**ACTIVITY:** Transcribe the listing exactly, skipping every picture.

**SUPPLIED DATA:**
== Segment start ==

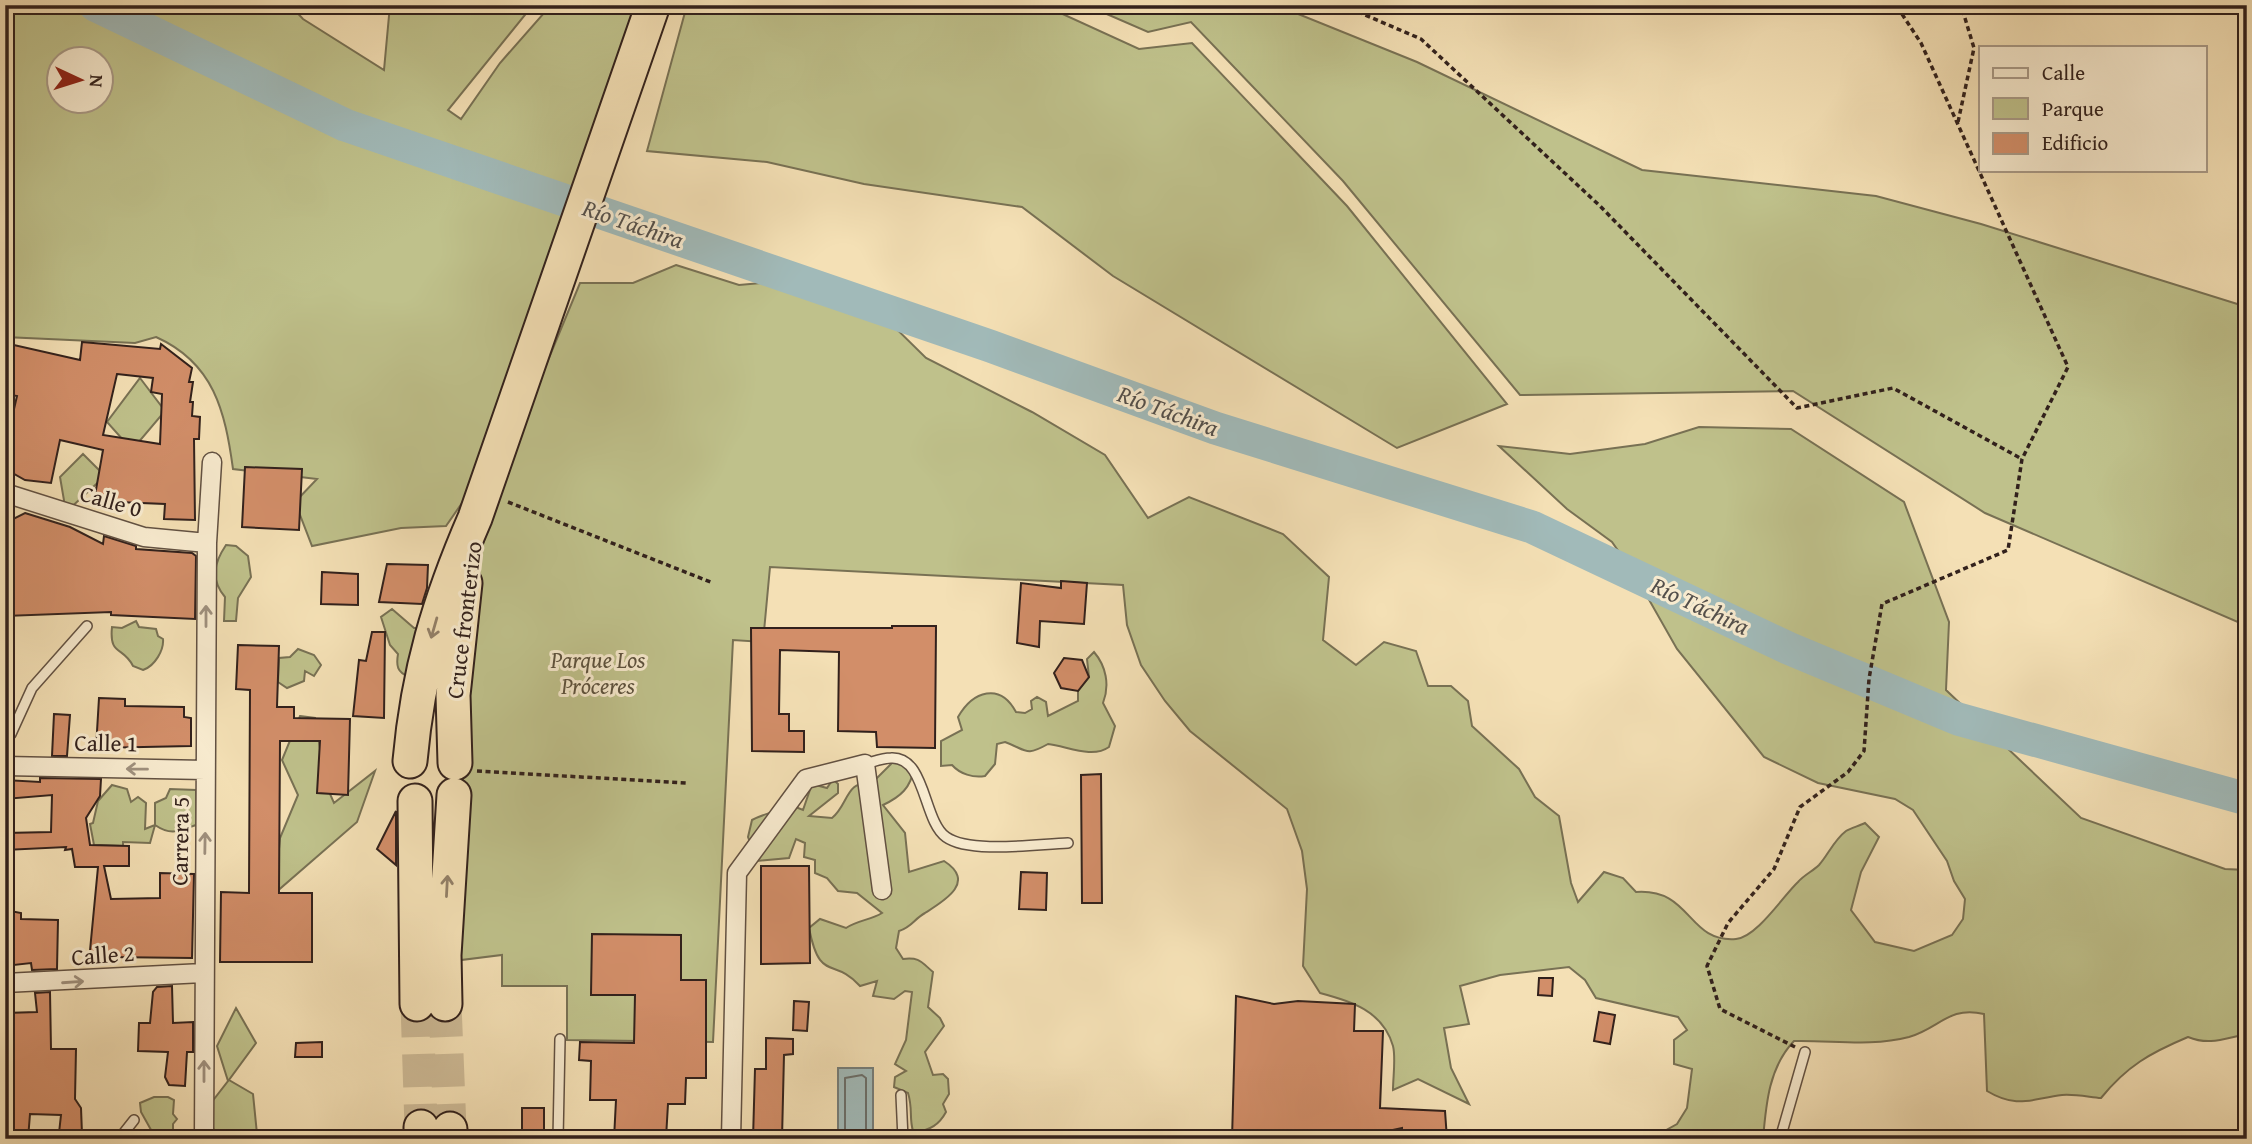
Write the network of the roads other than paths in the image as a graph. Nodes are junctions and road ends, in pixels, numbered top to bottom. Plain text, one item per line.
1 (653, 5) edge
2 (212, 462) dead end
3 (5, 493) edge
4 (486, 508) junction
5 (207, 543) junction
6 (87, 626) dead end
7 (5, 739) edge
8 (410, 761) junction
9 (865, 764) junction
10 (5, 766) edge
11 (205, 770) junction
12 (459, 776) junction
13 (415, 800) junction
14 (1068, 843) dead end
15 (882, 890) dead end
16 (204, 973) junction
17 (5, 984) edge
18 (561, 1039) dead end
19 (1805, 1052) road end
20 (901, 1095) dead end
21 (134, 1120) dead end
22 (119, 1139) edge
23 (204, 1139) edge
24 (558, 1139) edge
25 (731, 1139) edge
26 (904, 1139) edge
27 (1780, 1139) edge

1 - 4 highway
2 - 5 street, Carrera 5
3 - 5 street, Calle 0
4 -> 8 highway, Cruce fronterizo
4 - 12 highway, Cruce fronterizo
11 -> 5 street, Carrera 5
6 - 7 lane
8 - 12 highway
8 - 13 highway, Cruce fronterizo
9 - 14 lane
9 - 15 street
9 - 25 street
11 -> 10 street, Calle 1
16 -> 11 street, Carrera 5
12 - 13 highway
13 -> 12 highway, Cruce fronterizo
17 -> 16 street, Calle 2
23 -> 16 street, Carrera 5
18 - 24 lane
19 - 27 lane
20 - 26 lane
21 - 22 lane

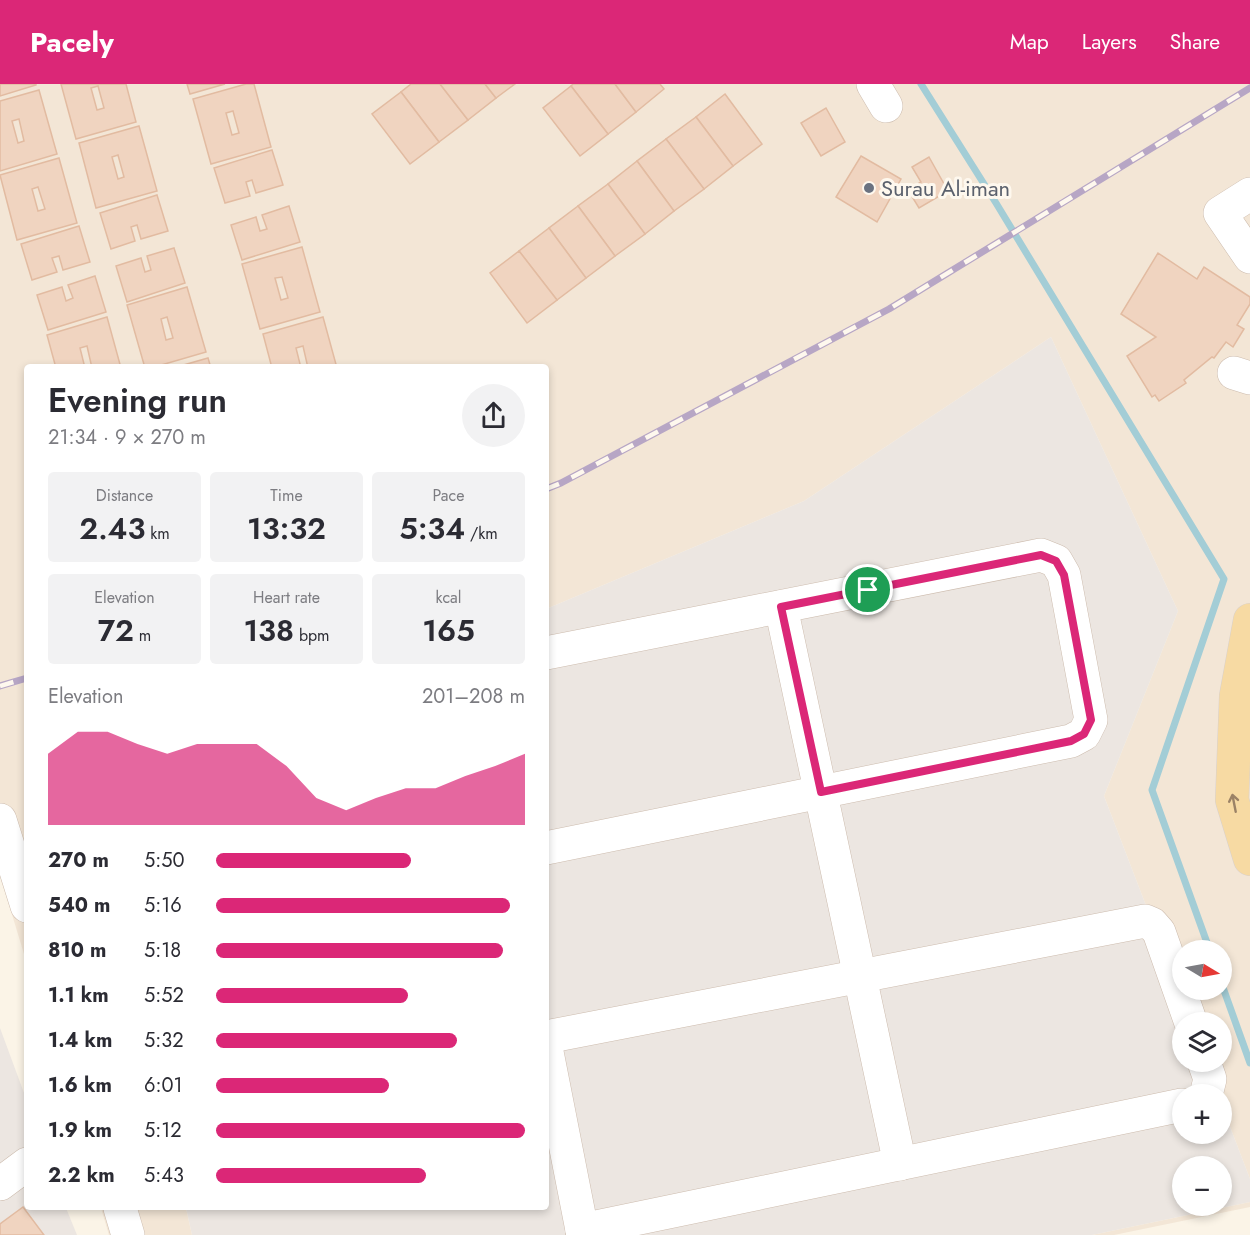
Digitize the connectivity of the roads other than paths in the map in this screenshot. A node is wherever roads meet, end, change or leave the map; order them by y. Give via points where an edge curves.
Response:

== Segment end ==

**ANSWER FOR THIS EXERCISE:**
Write the network of the roads other than paths in the image as a graph. Nodes are junctions and road ends, in pixels, numbered top to bottom. Plain text, one item per line.
1 (653, 5) edge
2 (212, 462) dead end
3 (5, 493) edge
4 (486, 508) junction
5 (207, 543) junction
6 (87, 626) dead end
7 (5, 739) edge
8 (410, 761) junction
9 (865, 764) junction
10 (5, 766) edge
11 (205, 770) junction
12 (459, 776) junction
13 (415, 800) junction
14 (1068, 843) dead end
15 (882, 890) dead end
16 (204, 973) junction
17 (5, 984) edge
18 (561, 1039) dead end
19 (1805, 1052) road end
20 (901, 1095) dead end
21 (134, 1120) dead end
22 (119, 1139) edge
23 (204, 1139) edge
24 (558, 1139) edge
25 (731, 1139) edge
26 (904, 1139) edge
27 (1780, 1139) edge

1 - 4 highway
2 - 5 street, Carrera 5
3 - 5 street, Calle 0
4 -> 8 highway, Cruce fronterizo
4 - 12 highway, Cruce fronterizo
11 -> 5 street, Carrera 5
6 - 7 lane
8 - 12 highway
8 - 13 highway, Cruce fronterizo
9 - 14 lane
9 - 15 street
9 - 25 street
11 -> 10 street, Calle 1
16 -> 11 street, Carrera 5
12 - 13 highway
13 -> 12 highway, Cruce fronterizo
17 -> 16 street, Calle 2
23 -> 16 street, Carrera 5
18 - 24 lane
19 - 27 lane
20 - 26 lane
21 - 22 lane

Digitize the connectivity of the roads other than paths in the map in this screenshot. A node is wherever roads meet, end, change or leave the map; order them by y. Give via points where an edge curves.
Response:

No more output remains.